Although the portion of the road from Alburgh to Burlington follows a north–south alignment, US 2 is continuously signed east (heading south during this portion) and west (heading north) to match its overall alignment, making it the longest east–west signed route in the state. At a nearly  overall length, US 2 is also the longest highway of any designation (Interstate, U.S. Route, or state highway) that enters the state of Vermont.

Route description

The eastern segment of US 2 begins in New York at an intersection with US 11 just  south of the Canadian border in Rouses Point. From there, it crosses Lake Champlain into Grand Isle County, traversing the length of the county and crossing Lake Champlain over several bridges until it reaches the mainland in Milton and Chittenden County. From there, it travels south to Burlington, where it begins to closely parallel Interstate 89 (I-89) and the Winooski River all the way to Montpelier and Washington County. In Montpelier, the main route bypasses the downtown area using Memorial Drive, while a business loop using State Street serves downtown. After leaving Montpelier, the road turns northeastward, crossing into Caledonia County and passing through St. Johnsbury. It then passes into rural Essex County and eventually crosses the Connecticut River from Guildhall into Lancaster, New Hampshire.

History
An improved road between the main settlements of Burlington and Montpelier was first established from old footpaths in 1805, when the  Winooski Turnpike was chartered by the state of Vermont. The old turnpike road utilized the relatively flat banks of the Winooski River to connect the two major towns and opened to traffic several years after the company was chartered. The road ceased operating as a toll road several decades later in 1852, when the road became publicly owned. The route of the old Winooski Turnpike between Burlington and Montpelier was later incorporated into the old Theodore Roosevelt International Highway. This cross-country auto trail, named in honor of recently deceased ex-president and naturalist Theodore Roosevelt, was organized in February 1919 to connect Portland, Maine, with Portland, Oregon. Within Vermont, the auto trail used what is now US 2 from Vermont Route 129 (VT 129) south of Alburgh center to VT 18 east of St. Johnsbury center.

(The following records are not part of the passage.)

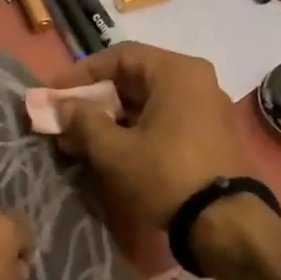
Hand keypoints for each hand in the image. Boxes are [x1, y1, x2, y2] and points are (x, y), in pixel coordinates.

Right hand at [48, 43, 254, 233]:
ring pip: (145, 102)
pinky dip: (131, 129)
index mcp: (177, 73)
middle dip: (93, 99)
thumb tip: (62, 106)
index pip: (119, 56)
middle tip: (63, 118)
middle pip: (133, 78)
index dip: (81, 72)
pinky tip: (106, 150)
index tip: (54, 93)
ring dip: (108, 117)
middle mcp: (196, 82)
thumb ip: (83, 121)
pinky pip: (160, 120)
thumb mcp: (114, 150)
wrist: (225, 223)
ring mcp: (204, 109)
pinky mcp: (206, 136)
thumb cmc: (166, 175)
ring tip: (76, 139)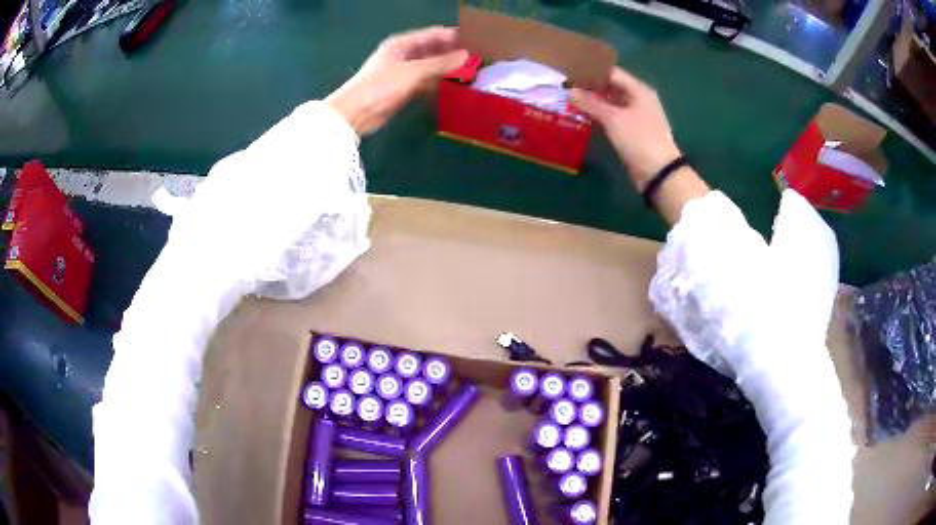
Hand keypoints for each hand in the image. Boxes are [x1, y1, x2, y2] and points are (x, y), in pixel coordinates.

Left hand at [327, 26, 467, 135]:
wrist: (355, 113)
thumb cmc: (381, 86)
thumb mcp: (413, 72)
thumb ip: (440, 63)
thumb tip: (466, 55)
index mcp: (403, 44)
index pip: (434, 34)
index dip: (455, 36)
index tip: (477, 41)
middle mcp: (404, 54)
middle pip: (434, 50)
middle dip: (453, 53)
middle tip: (478, 58)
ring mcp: (404, 72)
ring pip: (431, 67)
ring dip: (447, 69)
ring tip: (472, 72)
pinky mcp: (404, 88)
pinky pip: (426, 82)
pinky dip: (438, 83)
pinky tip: (454, 87)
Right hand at [570, 67, 680, 188]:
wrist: (659, 172)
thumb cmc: (639, 139)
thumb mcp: (613, 119)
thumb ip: (591, 103)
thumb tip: (569, 90)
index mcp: (639, 90)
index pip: (612, 72)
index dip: (592, 70)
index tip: (571, 71)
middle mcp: (639, 99)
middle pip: (612, 86)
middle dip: (591, 86)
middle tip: (567, 86)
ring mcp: (637, 115)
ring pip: (612, 102)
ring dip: (594, 101)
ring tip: (571, 99)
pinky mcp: (633, 130)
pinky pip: (614, 116)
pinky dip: (600, 114)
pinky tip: (584, 115)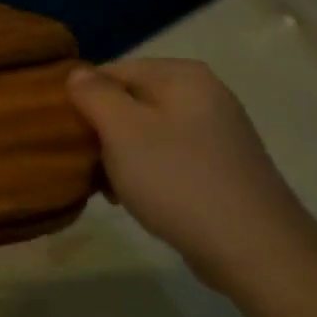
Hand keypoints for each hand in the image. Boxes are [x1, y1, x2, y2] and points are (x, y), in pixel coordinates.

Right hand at [66, 59, 316, 290]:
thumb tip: (77, 72)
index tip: (65, 132)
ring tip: (106, 187)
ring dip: (119, 156)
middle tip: (82, 163)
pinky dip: (145, 173)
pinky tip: (134, 199)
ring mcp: (216, 132)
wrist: (251, 246)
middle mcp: (204, 95)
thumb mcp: (123, 131)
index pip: (113, 70)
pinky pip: (168, 158)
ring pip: (146, 133)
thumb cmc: (177, 179)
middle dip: (101, 130)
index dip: (83, 97)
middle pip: (131, 101)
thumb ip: (95, 94)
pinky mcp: (220, 167)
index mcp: (182, 76)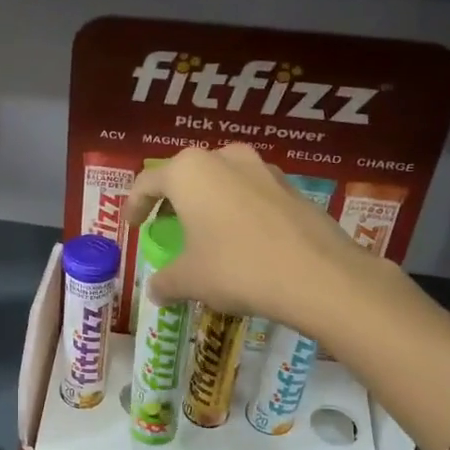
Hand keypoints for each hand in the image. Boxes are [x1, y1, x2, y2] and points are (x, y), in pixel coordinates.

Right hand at [126, 144, 376, 327]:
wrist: (318, 275)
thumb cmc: (237, 268)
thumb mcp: (190, 280)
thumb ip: (165, 281)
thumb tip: (156, 291)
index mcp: (189, 172)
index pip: (147, 182)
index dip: (134, 205)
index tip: (132, 225)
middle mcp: (224, 158)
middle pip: (185, 175)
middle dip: (173, 201)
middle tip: (167, 226)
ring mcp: (262, 169)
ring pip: (221, 181)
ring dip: (208, 203)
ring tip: (206, 233)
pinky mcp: (291, 187)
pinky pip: (251, 194)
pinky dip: (238, 211)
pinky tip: (243, 240)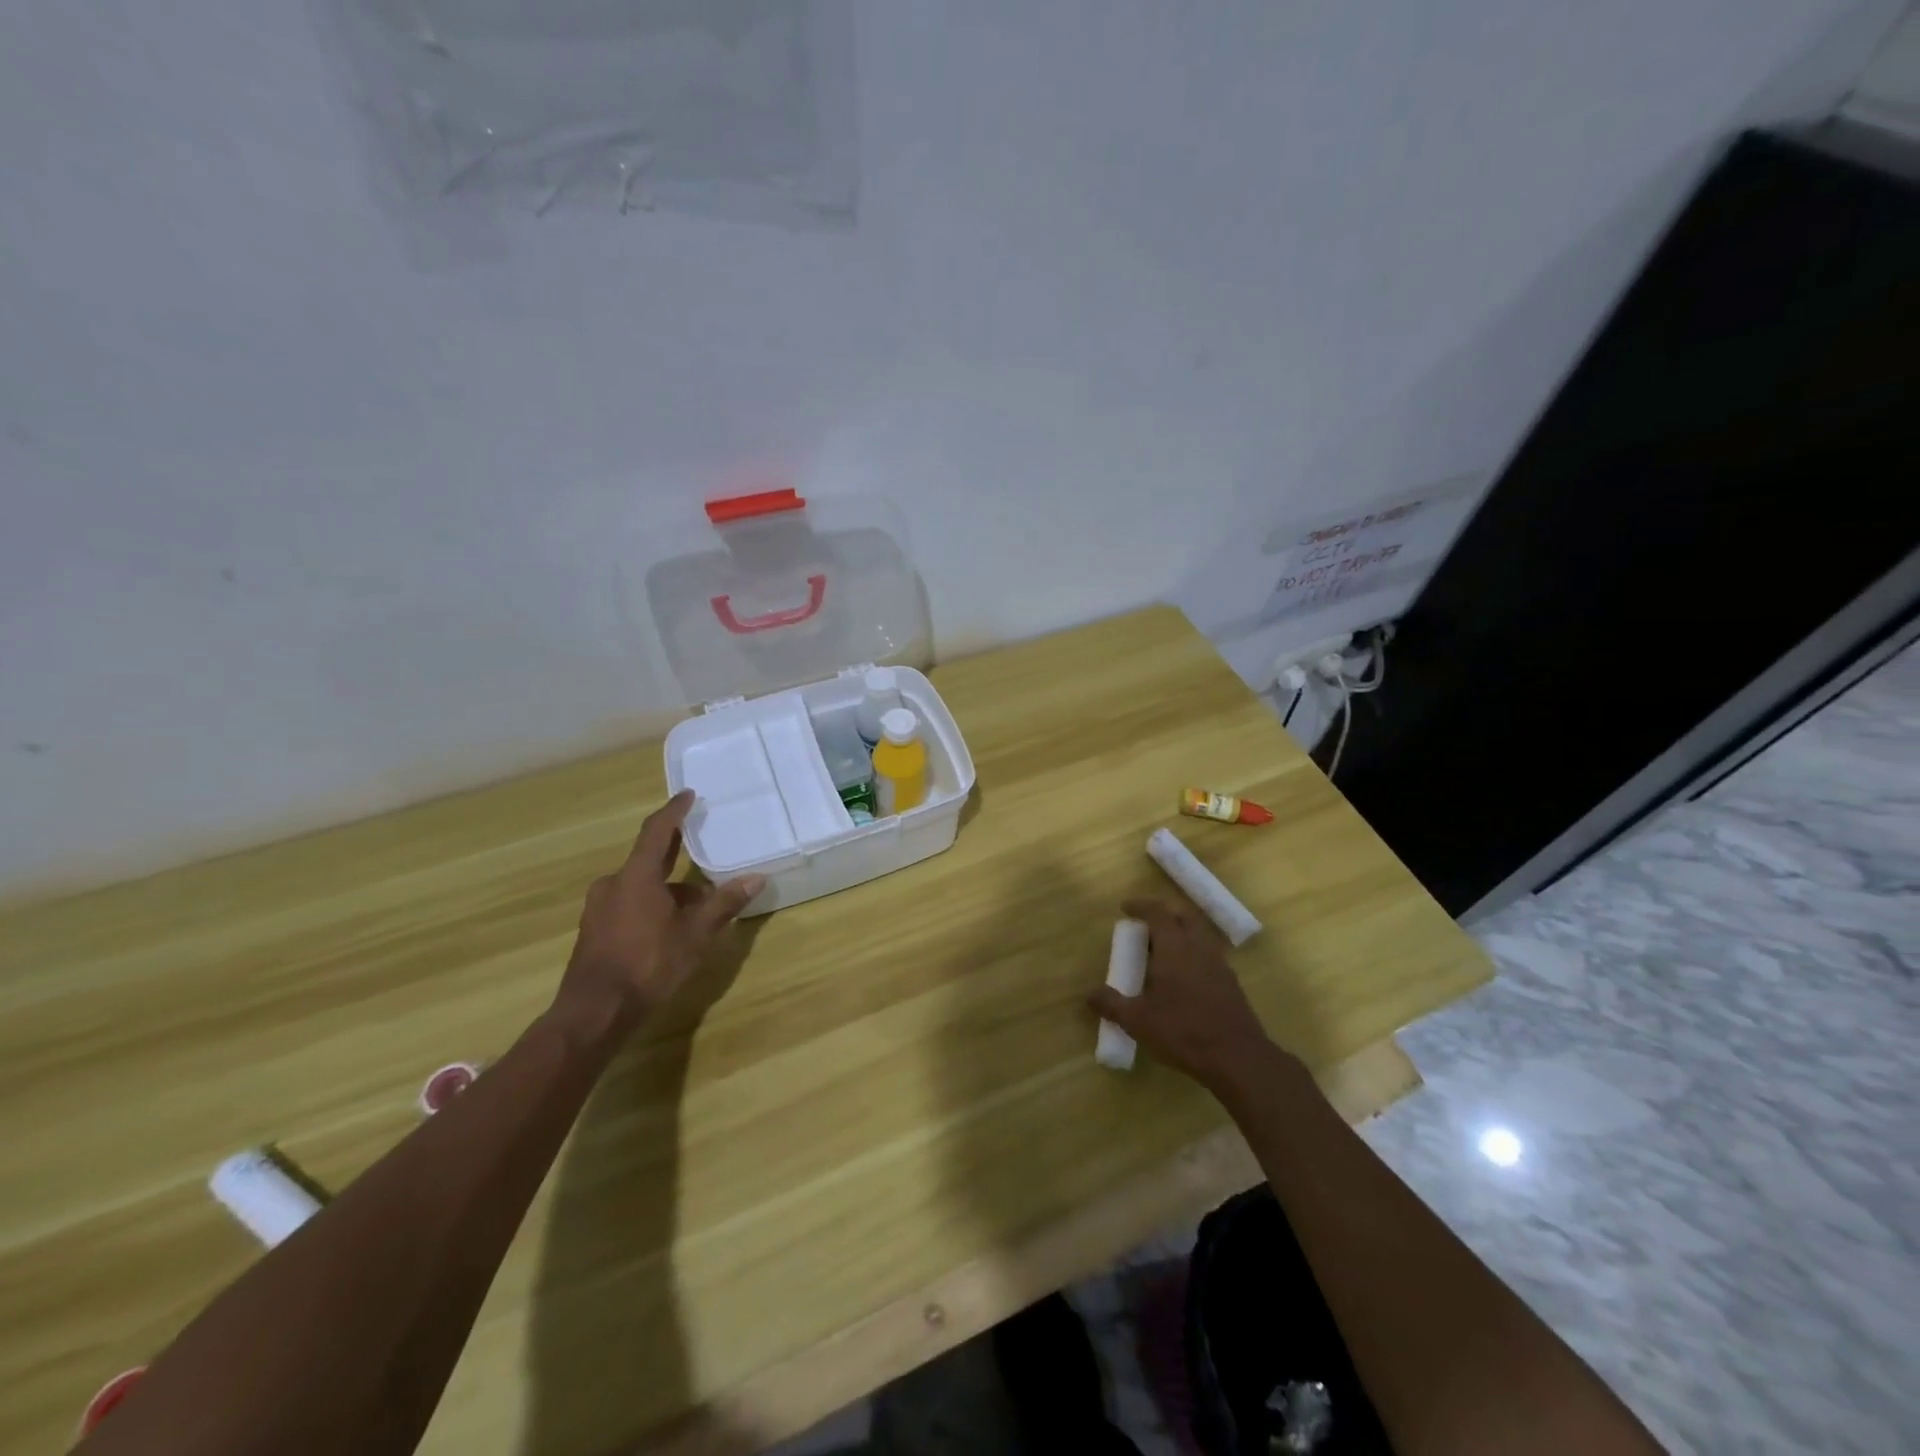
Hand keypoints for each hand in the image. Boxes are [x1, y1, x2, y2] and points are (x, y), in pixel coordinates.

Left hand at [555, 791, 765, 1029]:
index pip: (657, 830)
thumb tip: (756, 878)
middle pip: (648, 857)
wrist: (594, 1012)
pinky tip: (671, 925)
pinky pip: (629, 902)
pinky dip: (652, 904)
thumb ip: (724, 904)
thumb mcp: (695, 935)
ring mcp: (599, 907)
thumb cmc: (648, 965)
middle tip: (700, 842)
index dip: (674, 811)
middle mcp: (613, 883)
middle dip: (675, 851)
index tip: (688, 795)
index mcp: (637, 876)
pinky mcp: (595, 929)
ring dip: (668, 887)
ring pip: (640, 885)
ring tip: (698, 903)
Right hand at [1087, 897, 1277, 1089]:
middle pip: (1184, 916)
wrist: (1237, 1059)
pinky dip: (1194, 954)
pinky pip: (1209, 955)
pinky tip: (1184, 978)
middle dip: (1165, 913)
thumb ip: (1111, 1004)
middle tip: (1146, 925)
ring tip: (1163, 952)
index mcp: (1175, 947)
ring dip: (1182, 933)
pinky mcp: (1231, 984)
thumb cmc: (1183, 1032)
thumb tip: (1089, 995)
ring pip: (1200, 935)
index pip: (1158, 912)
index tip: (1125, 908)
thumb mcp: (1137, 1021)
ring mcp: (1219, 964)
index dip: (1141, 906)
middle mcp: (1199, 947)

Before being designated as US 2, the current alignment was part of several interstate routes of the 1922 New England road marking system. From Danville eastward to the state line, the US 2 alignment was part of Route 15; it was part of Route 18 between Montpelier and Danville; it used Route 14 between Burlington and Montpelier; and it used Route 30 between Alburgh and Burlington. When the plans for the U.S. Highway System were first drawn up in 1925, US 2 began in Alburgh and was routed along the Roosevelt Highway from Alburgh to Montpelier. Both US 2 and the Roosevelt Highway connected Montpelier to St. Johnsbury; however, the Roosevelt Highway used a direct path along former Route 18 while US 2 was initially assigned to then-Route 25 (modern US 302) to Wells River, where it overlapped proposed US 5 north to St. Johnsbury. From St. Johnsbury, the Roosevelt Highway turned southeast toward Portland along modern VT 18 while US 2 continued east along former Route 15 to Bangor. No changes were made to US 2 in the final system plan approved on November 11, 1926. US 2 was relocated onto its modern alignment along the original Roosevelt Highway route between Montpelier and St. Johnsbury in the mid-1930s. The original alignment of US 2 became part of the newly designated US 302.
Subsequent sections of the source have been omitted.